[About this task]: Among the lines below, a stretch begins at the one with "Road topology of" and ends at the one with "Please list the nodes and edges formed by the". Repeat that stretch exactly, ends included.

[Extracted entries]:
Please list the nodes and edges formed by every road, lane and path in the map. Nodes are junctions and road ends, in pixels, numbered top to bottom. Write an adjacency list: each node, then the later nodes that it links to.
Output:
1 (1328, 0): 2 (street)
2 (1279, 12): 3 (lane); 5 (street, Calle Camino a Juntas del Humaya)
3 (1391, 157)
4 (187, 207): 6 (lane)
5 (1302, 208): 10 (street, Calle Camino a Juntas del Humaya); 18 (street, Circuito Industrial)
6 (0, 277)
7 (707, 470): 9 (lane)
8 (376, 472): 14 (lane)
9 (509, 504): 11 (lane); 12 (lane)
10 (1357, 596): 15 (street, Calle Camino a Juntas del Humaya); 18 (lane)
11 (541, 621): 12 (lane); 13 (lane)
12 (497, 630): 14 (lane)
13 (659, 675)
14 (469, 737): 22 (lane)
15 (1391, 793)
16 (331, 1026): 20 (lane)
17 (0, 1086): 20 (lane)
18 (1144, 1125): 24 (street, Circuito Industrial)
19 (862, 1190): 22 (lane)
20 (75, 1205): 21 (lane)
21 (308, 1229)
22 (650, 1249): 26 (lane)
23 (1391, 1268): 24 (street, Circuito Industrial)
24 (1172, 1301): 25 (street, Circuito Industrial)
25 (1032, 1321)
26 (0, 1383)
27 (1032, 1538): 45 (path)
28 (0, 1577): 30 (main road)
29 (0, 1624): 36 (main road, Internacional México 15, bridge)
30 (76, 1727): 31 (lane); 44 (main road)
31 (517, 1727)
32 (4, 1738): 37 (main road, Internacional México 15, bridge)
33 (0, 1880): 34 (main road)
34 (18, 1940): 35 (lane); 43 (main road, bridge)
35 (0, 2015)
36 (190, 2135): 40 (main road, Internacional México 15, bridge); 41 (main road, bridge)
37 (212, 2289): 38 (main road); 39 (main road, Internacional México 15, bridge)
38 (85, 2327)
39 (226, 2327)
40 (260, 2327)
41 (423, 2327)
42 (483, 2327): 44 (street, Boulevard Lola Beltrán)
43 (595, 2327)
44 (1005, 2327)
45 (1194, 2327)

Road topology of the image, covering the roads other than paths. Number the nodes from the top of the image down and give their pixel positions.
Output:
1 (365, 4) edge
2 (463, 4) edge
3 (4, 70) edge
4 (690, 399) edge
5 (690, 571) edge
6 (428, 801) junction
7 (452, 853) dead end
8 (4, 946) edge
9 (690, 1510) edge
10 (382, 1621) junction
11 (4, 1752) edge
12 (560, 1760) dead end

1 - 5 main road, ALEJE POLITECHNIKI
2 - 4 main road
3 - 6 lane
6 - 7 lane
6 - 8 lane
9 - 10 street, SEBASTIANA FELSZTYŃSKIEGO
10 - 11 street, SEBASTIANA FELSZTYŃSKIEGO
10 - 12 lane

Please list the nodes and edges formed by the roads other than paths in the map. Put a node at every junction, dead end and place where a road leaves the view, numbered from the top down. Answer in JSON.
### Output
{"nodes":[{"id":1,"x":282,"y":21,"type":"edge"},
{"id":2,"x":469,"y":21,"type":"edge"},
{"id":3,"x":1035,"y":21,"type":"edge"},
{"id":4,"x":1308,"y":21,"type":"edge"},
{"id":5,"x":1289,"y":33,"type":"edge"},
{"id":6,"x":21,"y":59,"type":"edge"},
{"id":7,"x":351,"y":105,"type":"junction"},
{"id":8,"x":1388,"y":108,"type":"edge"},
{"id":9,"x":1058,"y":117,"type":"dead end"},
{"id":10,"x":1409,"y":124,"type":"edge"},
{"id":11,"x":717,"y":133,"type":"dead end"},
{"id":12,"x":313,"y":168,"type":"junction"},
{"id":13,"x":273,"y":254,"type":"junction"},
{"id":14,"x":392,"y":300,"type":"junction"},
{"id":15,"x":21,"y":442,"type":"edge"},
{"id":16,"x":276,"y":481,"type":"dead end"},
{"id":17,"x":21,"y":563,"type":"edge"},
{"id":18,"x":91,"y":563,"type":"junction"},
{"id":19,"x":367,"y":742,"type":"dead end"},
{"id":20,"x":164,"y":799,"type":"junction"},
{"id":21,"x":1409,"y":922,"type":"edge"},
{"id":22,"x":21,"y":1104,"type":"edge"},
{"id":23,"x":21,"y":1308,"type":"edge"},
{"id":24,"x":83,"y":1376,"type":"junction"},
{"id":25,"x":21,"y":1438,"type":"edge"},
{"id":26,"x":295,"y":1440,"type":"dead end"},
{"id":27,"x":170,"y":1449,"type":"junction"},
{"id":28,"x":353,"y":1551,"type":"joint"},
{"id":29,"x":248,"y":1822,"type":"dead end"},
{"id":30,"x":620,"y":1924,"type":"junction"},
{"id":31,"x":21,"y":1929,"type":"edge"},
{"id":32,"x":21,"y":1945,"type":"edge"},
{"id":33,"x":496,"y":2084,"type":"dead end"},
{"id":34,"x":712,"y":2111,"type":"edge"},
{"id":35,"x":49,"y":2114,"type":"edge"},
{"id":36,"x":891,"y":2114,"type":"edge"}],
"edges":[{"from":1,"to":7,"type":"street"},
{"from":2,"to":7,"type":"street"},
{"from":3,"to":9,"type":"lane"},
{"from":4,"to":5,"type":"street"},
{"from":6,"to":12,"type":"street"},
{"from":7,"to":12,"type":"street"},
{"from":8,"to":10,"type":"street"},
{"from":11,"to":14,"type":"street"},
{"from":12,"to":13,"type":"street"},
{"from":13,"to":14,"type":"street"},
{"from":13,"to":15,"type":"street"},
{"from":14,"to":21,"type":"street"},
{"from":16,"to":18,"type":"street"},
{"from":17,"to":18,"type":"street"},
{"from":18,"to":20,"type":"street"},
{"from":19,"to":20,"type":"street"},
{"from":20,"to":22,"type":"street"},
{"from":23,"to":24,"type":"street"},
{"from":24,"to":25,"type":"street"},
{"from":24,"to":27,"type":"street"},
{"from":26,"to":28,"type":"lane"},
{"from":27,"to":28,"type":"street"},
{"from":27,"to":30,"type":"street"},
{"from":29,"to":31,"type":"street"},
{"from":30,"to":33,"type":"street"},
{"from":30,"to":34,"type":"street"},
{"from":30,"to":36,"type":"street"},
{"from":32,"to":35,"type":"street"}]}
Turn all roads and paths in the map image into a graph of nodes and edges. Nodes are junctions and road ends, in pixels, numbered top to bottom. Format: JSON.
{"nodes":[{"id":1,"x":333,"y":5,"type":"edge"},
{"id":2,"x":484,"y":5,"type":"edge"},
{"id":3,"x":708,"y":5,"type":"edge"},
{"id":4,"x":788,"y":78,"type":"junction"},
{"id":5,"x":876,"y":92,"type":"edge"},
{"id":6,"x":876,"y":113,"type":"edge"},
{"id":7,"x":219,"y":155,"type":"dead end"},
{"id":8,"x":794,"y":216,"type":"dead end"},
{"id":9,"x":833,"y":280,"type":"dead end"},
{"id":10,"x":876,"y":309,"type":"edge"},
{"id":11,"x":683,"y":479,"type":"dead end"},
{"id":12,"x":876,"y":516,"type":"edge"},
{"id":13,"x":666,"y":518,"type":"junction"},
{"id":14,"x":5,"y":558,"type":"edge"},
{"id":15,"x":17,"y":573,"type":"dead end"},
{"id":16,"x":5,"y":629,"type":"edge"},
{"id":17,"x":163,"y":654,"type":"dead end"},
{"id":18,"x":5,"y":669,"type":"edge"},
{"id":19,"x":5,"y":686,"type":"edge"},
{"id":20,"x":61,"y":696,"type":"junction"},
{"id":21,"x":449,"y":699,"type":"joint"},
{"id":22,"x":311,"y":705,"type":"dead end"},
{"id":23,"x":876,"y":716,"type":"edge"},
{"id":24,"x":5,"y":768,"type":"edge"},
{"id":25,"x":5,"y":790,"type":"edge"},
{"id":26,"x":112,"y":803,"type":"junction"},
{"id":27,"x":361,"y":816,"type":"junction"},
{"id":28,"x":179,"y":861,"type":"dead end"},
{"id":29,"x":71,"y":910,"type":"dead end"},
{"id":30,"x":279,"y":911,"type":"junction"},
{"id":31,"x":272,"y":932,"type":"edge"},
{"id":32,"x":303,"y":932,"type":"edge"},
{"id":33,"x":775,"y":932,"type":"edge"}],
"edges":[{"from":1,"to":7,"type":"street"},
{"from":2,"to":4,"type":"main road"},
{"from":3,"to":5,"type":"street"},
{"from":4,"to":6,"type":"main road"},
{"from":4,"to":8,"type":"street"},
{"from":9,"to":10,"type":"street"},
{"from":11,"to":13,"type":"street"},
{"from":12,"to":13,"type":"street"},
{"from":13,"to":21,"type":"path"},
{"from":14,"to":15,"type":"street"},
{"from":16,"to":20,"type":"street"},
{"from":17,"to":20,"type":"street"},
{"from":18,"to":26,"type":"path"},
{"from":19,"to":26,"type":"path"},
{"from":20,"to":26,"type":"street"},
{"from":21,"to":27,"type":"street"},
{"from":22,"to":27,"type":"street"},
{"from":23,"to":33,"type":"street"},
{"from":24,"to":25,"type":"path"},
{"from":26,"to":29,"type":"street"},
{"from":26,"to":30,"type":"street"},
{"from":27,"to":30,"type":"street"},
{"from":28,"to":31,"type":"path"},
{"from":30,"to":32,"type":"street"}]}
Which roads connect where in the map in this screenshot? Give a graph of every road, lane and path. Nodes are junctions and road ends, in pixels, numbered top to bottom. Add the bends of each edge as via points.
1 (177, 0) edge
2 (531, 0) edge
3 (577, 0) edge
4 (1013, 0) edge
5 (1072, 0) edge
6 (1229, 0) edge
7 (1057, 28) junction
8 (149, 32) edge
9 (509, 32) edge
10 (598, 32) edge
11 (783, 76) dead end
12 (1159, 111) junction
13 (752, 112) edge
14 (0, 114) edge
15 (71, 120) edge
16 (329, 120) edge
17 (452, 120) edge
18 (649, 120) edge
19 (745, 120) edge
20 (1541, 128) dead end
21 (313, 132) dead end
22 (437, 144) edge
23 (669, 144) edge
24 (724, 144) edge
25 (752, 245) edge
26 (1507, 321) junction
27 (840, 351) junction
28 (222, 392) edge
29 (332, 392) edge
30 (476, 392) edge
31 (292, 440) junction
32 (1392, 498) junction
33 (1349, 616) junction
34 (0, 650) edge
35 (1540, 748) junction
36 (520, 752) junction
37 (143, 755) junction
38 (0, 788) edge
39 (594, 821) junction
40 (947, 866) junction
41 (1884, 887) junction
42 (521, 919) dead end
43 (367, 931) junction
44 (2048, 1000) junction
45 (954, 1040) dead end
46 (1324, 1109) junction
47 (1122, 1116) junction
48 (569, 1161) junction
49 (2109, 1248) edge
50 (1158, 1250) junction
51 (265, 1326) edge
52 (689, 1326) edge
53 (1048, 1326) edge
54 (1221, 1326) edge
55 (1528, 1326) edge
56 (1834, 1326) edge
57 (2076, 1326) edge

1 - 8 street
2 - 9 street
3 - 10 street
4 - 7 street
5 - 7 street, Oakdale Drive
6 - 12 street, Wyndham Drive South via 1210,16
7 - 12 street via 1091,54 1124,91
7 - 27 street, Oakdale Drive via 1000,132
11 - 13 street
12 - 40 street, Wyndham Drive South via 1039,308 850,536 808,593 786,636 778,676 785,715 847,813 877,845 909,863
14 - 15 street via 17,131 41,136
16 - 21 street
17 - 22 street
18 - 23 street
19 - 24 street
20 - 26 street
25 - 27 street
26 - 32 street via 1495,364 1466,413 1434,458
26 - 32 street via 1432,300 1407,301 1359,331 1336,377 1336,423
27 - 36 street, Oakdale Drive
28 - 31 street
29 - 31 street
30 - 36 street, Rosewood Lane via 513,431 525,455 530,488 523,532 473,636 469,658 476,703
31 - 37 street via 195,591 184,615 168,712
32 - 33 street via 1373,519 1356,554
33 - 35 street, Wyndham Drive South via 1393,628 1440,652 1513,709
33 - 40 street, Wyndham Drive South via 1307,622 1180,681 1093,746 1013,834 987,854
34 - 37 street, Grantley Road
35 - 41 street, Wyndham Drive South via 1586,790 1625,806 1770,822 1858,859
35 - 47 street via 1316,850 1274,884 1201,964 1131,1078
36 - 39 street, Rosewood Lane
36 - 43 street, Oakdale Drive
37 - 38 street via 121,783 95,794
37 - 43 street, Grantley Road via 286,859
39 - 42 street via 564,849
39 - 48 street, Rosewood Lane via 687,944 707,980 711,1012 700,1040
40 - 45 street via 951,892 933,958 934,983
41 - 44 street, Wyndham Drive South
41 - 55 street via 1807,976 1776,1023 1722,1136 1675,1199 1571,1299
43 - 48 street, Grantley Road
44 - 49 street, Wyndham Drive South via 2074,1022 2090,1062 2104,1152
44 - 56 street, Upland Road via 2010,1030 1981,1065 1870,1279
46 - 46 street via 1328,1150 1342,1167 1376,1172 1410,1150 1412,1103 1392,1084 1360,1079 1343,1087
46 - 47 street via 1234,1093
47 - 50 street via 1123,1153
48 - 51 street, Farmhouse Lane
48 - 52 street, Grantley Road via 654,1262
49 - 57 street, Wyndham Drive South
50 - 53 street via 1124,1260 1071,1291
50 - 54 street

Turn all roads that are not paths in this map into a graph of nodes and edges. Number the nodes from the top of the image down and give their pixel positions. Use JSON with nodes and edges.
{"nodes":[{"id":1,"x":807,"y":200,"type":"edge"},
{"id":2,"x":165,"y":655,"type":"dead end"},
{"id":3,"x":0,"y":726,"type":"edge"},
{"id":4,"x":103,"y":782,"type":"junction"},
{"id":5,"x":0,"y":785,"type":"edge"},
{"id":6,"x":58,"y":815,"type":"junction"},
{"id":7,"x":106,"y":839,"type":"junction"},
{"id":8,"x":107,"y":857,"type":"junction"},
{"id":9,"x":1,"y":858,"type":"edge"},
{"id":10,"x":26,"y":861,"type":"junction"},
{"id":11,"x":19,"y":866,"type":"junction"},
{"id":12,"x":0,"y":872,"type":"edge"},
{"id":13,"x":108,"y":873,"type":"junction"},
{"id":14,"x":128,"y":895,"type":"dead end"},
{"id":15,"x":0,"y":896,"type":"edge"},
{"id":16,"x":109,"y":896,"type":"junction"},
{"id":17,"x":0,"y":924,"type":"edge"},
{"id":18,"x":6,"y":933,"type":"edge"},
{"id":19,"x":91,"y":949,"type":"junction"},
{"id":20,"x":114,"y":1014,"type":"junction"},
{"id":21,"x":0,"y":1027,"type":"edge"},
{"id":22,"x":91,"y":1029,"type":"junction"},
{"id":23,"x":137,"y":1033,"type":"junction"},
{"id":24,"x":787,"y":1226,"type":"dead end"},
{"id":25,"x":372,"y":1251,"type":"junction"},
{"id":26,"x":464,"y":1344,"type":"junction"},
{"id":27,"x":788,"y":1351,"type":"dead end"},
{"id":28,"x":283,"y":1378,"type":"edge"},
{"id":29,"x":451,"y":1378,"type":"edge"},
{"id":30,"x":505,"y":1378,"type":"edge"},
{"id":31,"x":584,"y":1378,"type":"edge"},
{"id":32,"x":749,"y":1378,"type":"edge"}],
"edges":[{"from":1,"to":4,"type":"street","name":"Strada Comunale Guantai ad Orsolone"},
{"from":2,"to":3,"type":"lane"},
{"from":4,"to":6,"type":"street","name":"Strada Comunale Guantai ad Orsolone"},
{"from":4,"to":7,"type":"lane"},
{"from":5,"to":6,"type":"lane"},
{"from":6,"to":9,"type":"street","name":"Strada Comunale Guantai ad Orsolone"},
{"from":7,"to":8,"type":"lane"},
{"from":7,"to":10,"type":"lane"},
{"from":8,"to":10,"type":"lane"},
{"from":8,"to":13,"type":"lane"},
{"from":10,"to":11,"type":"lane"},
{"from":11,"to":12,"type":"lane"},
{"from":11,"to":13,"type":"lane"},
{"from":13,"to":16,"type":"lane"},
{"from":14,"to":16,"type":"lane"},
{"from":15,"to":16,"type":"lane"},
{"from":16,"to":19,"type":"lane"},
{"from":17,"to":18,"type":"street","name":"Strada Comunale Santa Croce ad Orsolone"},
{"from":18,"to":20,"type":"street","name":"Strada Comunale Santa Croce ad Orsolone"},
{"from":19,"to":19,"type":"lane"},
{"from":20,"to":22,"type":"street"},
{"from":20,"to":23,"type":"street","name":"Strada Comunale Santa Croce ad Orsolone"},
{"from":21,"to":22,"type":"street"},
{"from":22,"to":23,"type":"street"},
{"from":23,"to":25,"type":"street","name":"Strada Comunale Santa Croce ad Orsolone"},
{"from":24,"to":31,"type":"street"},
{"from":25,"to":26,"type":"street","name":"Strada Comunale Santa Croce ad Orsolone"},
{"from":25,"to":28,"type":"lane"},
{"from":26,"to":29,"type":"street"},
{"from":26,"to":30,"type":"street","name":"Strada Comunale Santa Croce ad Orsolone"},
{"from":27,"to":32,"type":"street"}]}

[Written reply]:
Road topology of the image, covering the roads other than paths. Number the nodes from the top of the image down and give their pixel positions.
Output:
1 (365, 4) edge
2 (463, 4) edge
3 (4, 70) edge
4 (690, 399) edge
5 (690, 571) edge
6 (428, 801) junction
7 (452, 853) dead end
8 (4, 946) edge
9 (690, 1510) edge
10 (382, 1621) junction
11 (4, 1752) edge
12 (560, 1760) dead end

1 - 5 main road, ALEJE POLITECHNIKI
2 - 4 main road
3 - 6 lane
6 - 7 lane
6 - 8 lane
9 - 10 street, SEBASTIANA FELSZTYŃSKIEGO
10 - 11 street, SEBASTIANA FELSZTYŃSKIEGO
10 - 12 lane

Please list the nodes and edges formed by the roads other than paths in the map. Put a node at every junction, dead end and place where a road leaves the view, numbered from the top down. Answer in JSON.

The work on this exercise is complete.